'''

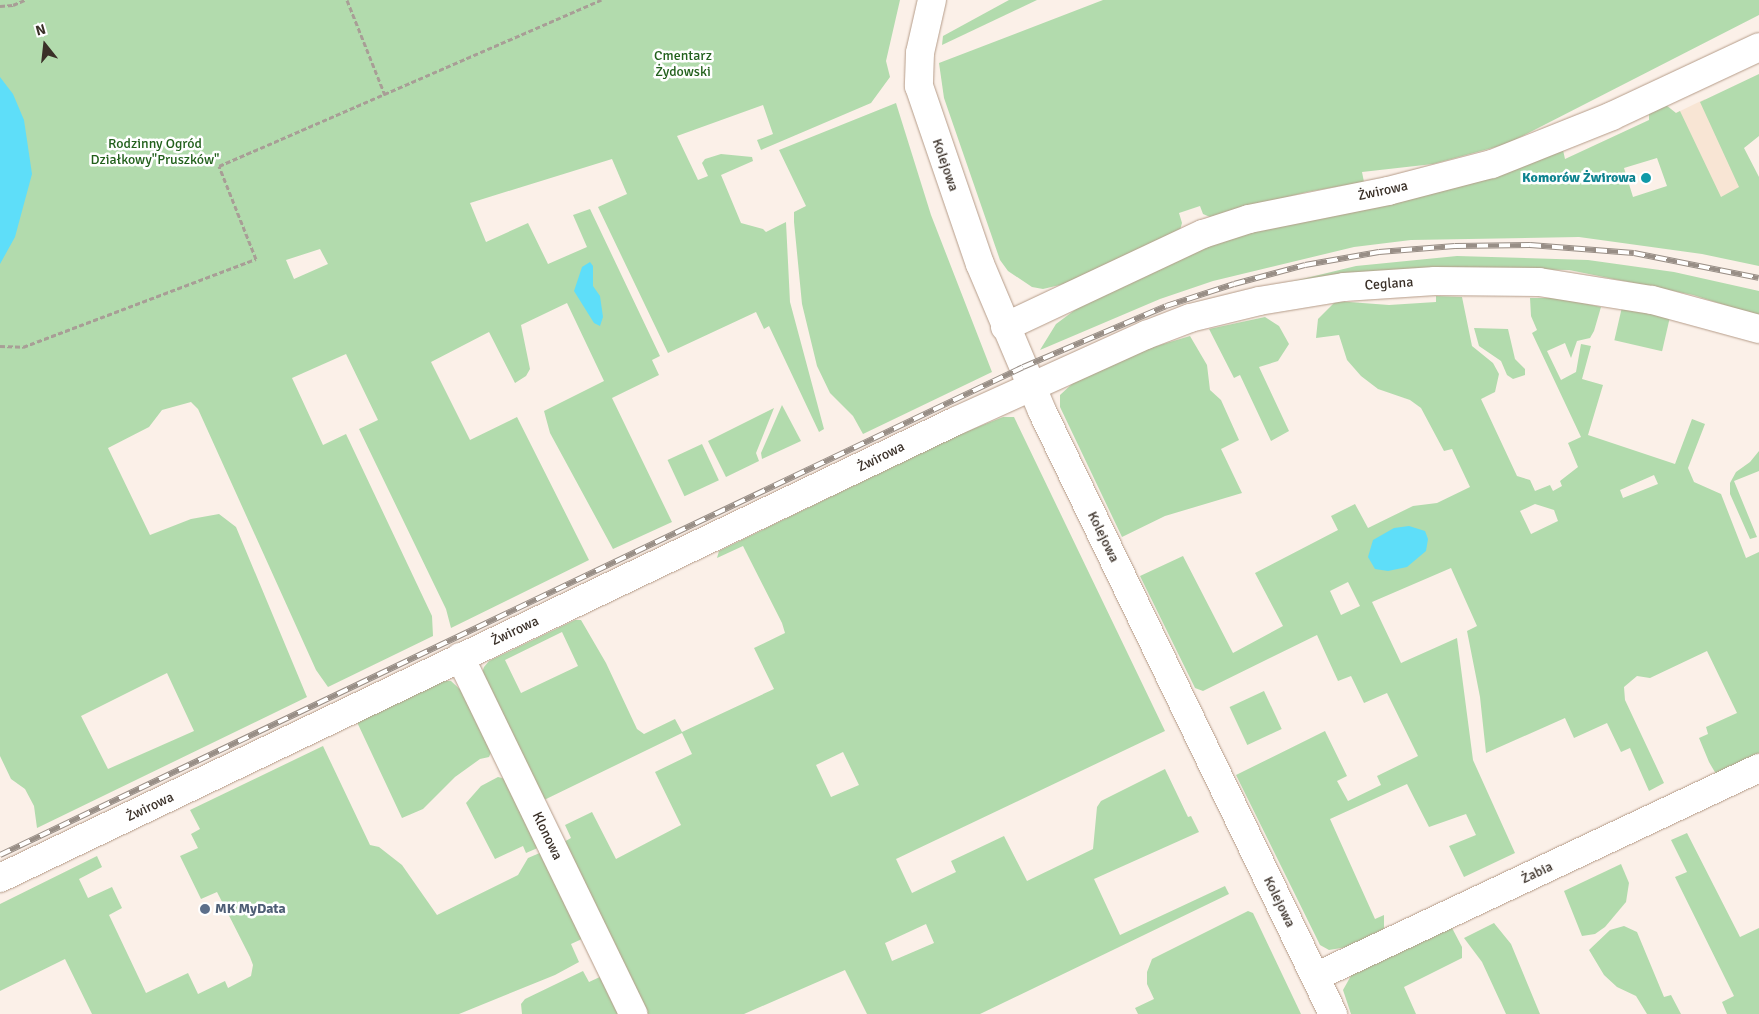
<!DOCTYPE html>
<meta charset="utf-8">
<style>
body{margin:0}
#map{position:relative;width:1759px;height:1014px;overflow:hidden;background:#fbf0e8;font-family:Signika,sans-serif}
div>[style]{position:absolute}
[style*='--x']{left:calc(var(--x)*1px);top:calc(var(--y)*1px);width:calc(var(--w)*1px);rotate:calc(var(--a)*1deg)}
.industrial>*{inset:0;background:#f8e5d4}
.green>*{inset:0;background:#b2dbad;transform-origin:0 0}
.water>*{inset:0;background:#5edef9}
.path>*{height:3px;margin-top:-1.5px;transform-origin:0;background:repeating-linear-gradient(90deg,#a89e96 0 5px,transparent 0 7.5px)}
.roads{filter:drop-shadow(0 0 1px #b59c89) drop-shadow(0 0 1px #b59c89)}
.minor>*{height:28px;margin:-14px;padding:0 14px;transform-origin:14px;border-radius:14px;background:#fff}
.rail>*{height:5.5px;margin-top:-2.75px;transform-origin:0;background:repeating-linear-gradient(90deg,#fff 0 11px,#988e86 0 22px);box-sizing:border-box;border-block:1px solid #988e86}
.dots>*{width:14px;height:14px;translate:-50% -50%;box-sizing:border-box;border:2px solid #fff;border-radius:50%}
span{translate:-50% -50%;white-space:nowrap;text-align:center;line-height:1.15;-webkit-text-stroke:5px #fff;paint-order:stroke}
.park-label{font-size:14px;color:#22601c}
.street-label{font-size:14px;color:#3a3028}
.culture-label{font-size:14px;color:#0d838f;font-weight:700}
.right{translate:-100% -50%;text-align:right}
.service-label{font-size:14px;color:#4e5e75;font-weight:700}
.left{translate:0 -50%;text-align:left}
.north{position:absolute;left:20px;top:20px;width:50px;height:50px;-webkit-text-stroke:4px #fff;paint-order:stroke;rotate:344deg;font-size:14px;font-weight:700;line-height:20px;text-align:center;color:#3a3028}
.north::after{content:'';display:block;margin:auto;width:18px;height:22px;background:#3a3028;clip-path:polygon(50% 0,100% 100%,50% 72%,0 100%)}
</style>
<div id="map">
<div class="industrial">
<i style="clip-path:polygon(1705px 99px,1759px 212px,1682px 217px,1676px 113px)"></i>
</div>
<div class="green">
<i style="clip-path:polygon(evenodd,0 0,900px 0,886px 61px,890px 77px,871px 103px,761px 150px,757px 140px,773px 134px,763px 105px,677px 136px,698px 180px,708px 176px,702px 163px,705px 159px,721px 154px,752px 157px,753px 161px,721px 175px,741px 223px,763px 229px,766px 232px,786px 222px,790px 302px,824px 429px,819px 432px,769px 326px,764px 329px,756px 312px,668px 353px,598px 207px,627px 194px,612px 159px,470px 203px,486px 242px,528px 223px,548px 264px,587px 247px,573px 215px,590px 209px,660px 356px,652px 360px,659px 375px,612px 398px,672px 522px,613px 549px,550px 433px,544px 411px,604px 381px,567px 303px,521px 325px,530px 369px,526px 376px,515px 383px,489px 332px,431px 362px,470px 440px,517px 417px,589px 560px,451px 628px,446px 609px,359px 429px,378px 420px,346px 354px,292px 378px,323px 445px,346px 434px,432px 616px,433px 636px,328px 687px,316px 670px,198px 409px,191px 402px,162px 410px,149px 427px,108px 448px,150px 535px,191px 519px,219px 514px,236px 527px,307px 697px,37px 828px,34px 806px,25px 789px,11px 779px,0 756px,0 0,320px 249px,328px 264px,294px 279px,286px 260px,320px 249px,0 0,167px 673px,194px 731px,108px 769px,81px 716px,167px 673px)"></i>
<i style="clip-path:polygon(1009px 0,1037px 0,942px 45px,943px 36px)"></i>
<i style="clip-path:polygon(1103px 0,1759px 0,1759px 15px,1507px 144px,1433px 164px,1362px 172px,1364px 182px,1307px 192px,1210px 217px,1203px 214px,1200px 206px,1179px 213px,1182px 223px,1180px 230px,1064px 284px,1043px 289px,1032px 287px,1008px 271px,1000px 260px,944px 98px,939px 63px)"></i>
<i style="clip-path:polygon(evenodd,1759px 74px,1759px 136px,1744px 148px,1759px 177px,1759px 266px,1702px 254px,1579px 237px,1411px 240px,1354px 247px,1213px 281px,1160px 299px,1040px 350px,1056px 324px,1083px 304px,1192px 252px,1239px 236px,1563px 150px,1565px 159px,1649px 120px,1649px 113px,1666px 105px,1676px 113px,1680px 111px,1721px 197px,1739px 187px,1700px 102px,1759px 74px,1657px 158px,1667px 186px,1633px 197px,1624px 168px,1657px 158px)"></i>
<i style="clip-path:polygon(896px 103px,931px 215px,992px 372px,863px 434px,853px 416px,830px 393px,817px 366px,802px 304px,794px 222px,794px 212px,806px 206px,779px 150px)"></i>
<i style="clip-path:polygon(1457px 256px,1588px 260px,1674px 272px,1759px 291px,1759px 316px,1693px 295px,1569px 270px,1453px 268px,1290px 282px,1356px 266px)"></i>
<i style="clip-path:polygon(evenodd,1436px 296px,1462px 297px,1472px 346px,1493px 363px,1499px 374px,1495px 392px,1481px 399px,1517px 476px,1530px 480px,1535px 491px,1550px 485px,1553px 491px,1562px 486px,1560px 481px,1578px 467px,1568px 443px,1581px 437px,1532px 333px,1537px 330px,1531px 316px,1530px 298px,1561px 298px,1601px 307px,1594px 331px,1590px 338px,1577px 341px,1571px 358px,1565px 343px,1547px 351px,1561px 380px,1576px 372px,1581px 344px,1591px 346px,1582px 379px,1603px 385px,1588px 435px,1675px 464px,1692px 419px,1705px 424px,1688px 468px,1694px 482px,1721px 494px,1746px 558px,1759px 552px,1759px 753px,1716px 774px,1709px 762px,1699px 738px,1708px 734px,1706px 727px,1737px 713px,1707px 651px,1650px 678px,1637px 676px,1624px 687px,1625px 700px,1664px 783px,1649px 791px,1630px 748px,1621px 752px,1607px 723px,1574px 738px,1565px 718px,1486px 753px,1480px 697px,1467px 631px,1477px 626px,1451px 568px,1372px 602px,1401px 663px,1457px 638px,1473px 760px,1515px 853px,1464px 877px,1449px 846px,1476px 835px,1466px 814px,1429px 827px,1407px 784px,1330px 819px,1375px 919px,1384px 915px,1384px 929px,1347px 947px,1329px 950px,1320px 945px,1236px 775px,1325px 731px,1347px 776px,1337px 781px,1348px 801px,1381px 785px,1377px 776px,1418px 756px,1387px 693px,1364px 703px,1351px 676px,1338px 681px,1317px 635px,1203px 691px,1195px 688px,1140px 576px,1183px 556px,1233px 653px,1283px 626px,1255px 573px,1338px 530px,1331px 516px,1355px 504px,1368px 528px,1413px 506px,1437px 503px,1470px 487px,1452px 449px,1444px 451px,1421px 408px,1410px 400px,1378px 389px,1361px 376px,1347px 360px,1339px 335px,1316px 338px,1318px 319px,1336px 301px,1389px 305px,1436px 302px,1436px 296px,1654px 475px,1658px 484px,1623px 498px,1620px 490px,1654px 475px,1436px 296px,1535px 504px,1554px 510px,1558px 521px,1531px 534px,1520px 511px,1535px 504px,1436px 296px,1348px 582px,1360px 606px,1341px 615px,1330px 591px,1348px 582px)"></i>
<i style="left:1622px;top:307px;width:49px;height:34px;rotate:13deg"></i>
<i style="clip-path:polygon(1265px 317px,1279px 326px,1289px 344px,1278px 361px,1259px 367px,1289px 431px,1271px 441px,1240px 375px,1234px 378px,1209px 329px)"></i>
<i style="clip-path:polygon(1474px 328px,1508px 329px,1515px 359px,1525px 369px,1525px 375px,1513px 379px,1507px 375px,1501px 361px,1479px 346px)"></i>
<i style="clip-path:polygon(1190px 336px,1207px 365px,1210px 390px,1221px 400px,1239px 440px,1221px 449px,1242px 493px,1165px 516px,1122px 537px,1060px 407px,1060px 395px,1073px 383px,1150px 348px)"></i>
<i style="clip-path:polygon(782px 405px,801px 441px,762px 459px,761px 453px)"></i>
<i style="clip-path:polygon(774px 408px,756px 453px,759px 461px,726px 477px,708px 441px)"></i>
<i style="clip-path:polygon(evenodd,1003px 417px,1014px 417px,1165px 731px,896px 859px,912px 893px,956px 872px,951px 861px,1004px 836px,1027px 881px,1093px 849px,1097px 807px,1101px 801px,1165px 769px,1188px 817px,1191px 816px,1199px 832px,1094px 879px,1120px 935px,1225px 886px,1229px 894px,980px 1014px,867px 1014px,845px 970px,744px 1014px,645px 1014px,562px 843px,571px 838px,565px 825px,592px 812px,616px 859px,681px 825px,655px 772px,692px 754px,682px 733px,542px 801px,482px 673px,484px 667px,489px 661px,575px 620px,581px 620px,606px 663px,637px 729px,644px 734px,675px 719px,682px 732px,774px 689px,754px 648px,785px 633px,782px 623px,743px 546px,717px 558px,719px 551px,960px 434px,1003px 417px,562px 632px,578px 666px,521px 693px,505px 660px,562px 632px,1003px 417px,843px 752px,859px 785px,831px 797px,816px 765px,843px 752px,1003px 417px,926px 924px,934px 943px,892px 961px,885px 943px,926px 924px)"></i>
<i style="left:702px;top:444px;width:40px;height:38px;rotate:65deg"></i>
<i style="clip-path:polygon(1759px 451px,1759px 471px,1734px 481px,1757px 537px,1750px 539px,1730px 494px,1730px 483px,1736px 472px,1750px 462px)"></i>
<i style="clip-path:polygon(440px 681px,451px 681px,466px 695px,492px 750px,489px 757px,480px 759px,455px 777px,423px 809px,402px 818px,356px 720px)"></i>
<i style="left:1264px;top:691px;width:42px;height:38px;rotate:65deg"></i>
<i style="clip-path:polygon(323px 746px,370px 845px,379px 847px,402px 865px,437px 915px,518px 875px,528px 858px,542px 852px,584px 938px,571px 944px,579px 962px,555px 975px,459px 1014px,92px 1014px,65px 959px,0 991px,0 904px,97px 856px,102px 867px,79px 879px,88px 898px,112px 887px,122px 908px,109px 915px,146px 993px,188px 973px,198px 994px,225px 981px,228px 988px,251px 976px,253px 965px,250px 957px,217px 892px,201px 899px,180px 856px,198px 848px,191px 834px,200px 829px,190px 810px)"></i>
<i style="clip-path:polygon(498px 777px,506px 779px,540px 847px,526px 853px,523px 846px,495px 859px,466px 803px,481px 786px)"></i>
<i style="clip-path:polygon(1687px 833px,1740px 937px,1759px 928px,1759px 1014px,1727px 1014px,1722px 1002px,1734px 996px,1675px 877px,1687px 872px,1671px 840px)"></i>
<i style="clip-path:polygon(1621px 864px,1629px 883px,1626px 902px,1605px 927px,1595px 934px,1582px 936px,1564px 891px)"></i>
<i style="clip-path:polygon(1248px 911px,1253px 913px,1301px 1014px,1138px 1014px,1135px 1008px,1154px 999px,1147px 984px,1147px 972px,1152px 959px)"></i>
<i style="clip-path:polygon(1494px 923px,1511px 944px,1540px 1014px,1506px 1014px,1482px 962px,1464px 938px)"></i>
<i style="clip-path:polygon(1451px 926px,1462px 947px,1462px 958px,1404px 987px,1416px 1014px,1351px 1014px,1343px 990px,1352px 974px)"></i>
<i style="clip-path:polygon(1624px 926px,1637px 932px,1664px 997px,1671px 995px,1681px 1014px,1647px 1014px,1636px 996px,1617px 987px,1604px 975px,1589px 950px,1610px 930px)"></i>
<i style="clip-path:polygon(583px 971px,589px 982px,602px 976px,621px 1014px,522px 1014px,521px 1004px,525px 999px)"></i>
</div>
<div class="water">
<i style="clip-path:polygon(0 77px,13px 94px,24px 120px,32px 174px,15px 237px,0 264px)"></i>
<i style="clip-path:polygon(590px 262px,593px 266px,593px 286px,600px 296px,603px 317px,600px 326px,594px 323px,574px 291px,582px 267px)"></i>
<i style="clip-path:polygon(1409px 526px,1425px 531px,1428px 539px,1426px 551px,1407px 567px,1388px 571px,1375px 569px,1368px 557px,1373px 540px,1394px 528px)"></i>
</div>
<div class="path">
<i style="--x:347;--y:0;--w:102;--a:68.2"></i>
<i style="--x:0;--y:6;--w:13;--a:-4"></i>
<i style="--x:13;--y:5;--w:13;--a:-23"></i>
<i style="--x:0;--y:346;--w:23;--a:2"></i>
<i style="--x:23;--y:347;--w:249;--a:-20.7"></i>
<i style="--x:256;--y:259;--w:100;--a:-111.7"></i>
<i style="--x:219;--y:166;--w:417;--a:-23.5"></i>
</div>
<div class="roads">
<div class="minor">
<i style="--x:932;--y:0;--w:54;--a:102.8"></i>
<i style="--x:920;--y:53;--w:33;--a:92"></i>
<i style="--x:919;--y:86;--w:188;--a:71.1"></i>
<i style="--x:980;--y:264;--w:160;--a:67.1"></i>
<i style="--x:1042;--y:411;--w:670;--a:64.24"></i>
<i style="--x:1005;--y:327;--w:219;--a:-25.2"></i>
<i style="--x:1203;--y:234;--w:48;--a:-18.1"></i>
<i style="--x:1249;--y:219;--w:142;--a:-11.4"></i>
<i style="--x:1388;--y:191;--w:107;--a:-14.6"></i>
<i style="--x:1492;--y:164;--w:129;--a:-21.8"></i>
<i style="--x:1612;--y:116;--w:162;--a:-25.1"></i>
<i style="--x:460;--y:657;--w:397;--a:64.1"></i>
<i style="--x:0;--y:878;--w:1060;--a:-25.55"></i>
<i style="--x:956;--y:421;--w:209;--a:-24.4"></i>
<i style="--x:1146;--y:335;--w:47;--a:-21.1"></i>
<i style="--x:1190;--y:318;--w:71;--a:-13.8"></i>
<i style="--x:1259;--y:301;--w:86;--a:-9.4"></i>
<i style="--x:1344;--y:287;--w:91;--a:-3.8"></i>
<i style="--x:1435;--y:281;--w:104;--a:0.6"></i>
<i style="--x:1539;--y:282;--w:114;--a:9.1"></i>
<i style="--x:1652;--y:300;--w:111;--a:15.2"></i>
<i style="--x:1315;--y:977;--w:491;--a:-25.2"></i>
</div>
</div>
<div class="rail">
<i style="--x:0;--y:855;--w:1133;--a:-25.5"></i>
<i style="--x:1023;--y:367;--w:155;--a:-23.1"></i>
<i style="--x:1166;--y:306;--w:71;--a:-17.9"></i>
<i style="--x:1234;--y:284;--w:73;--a:-15"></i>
<i style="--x:1305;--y:265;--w:75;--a:-10"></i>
<i style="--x:1379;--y:252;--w:76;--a:-4.5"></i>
<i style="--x:1455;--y:246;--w:75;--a:-0.8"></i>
<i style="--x:1530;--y:245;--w:104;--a:4.4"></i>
<i style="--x:1634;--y:253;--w:127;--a:11.3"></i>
</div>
<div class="dots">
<i style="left:1646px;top:178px;background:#0f9aa8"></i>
<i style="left:205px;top:909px;background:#5c6f8a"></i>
</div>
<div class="park-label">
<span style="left:683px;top:64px">Cmentarz<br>Żydowski</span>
<span style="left:155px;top:152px">Rodzinny Ogród<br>Działkowy"Pruszków"</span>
</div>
<div class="street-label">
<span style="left:945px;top:165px;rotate:71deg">Kolejowa</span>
<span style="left:1383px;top:191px;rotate:-12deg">Żwirowa</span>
<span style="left:1389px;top:284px;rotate:-4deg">Ceglana</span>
<span style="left:881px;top:457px;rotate:-26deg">Żwirowa</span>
<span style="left:1103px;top:537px;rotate:64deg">Kolejowa</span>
<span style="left:515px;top:631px;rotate:-25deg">Żwirowa</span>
<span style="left:150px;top:807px;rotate:-25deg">Żwirowa</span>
<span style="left:547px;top:836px;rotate:64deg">Klonowa</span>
<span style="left:1537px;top:873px;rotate:-25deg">Żabia</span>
<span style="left:1279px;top:902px;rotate:64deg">Kolejowa</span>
</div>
<div class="culture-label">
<span class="right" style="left:1636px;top:178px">Komorów Żwirowa</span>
</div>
<div class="service-label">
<span class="left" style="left:215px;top:909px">MK MyData</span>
</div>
<div class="north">N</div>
</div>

'''

Problem requirements> In the records above, how many lines contain the word "green"? State only the number.

Written solution> 2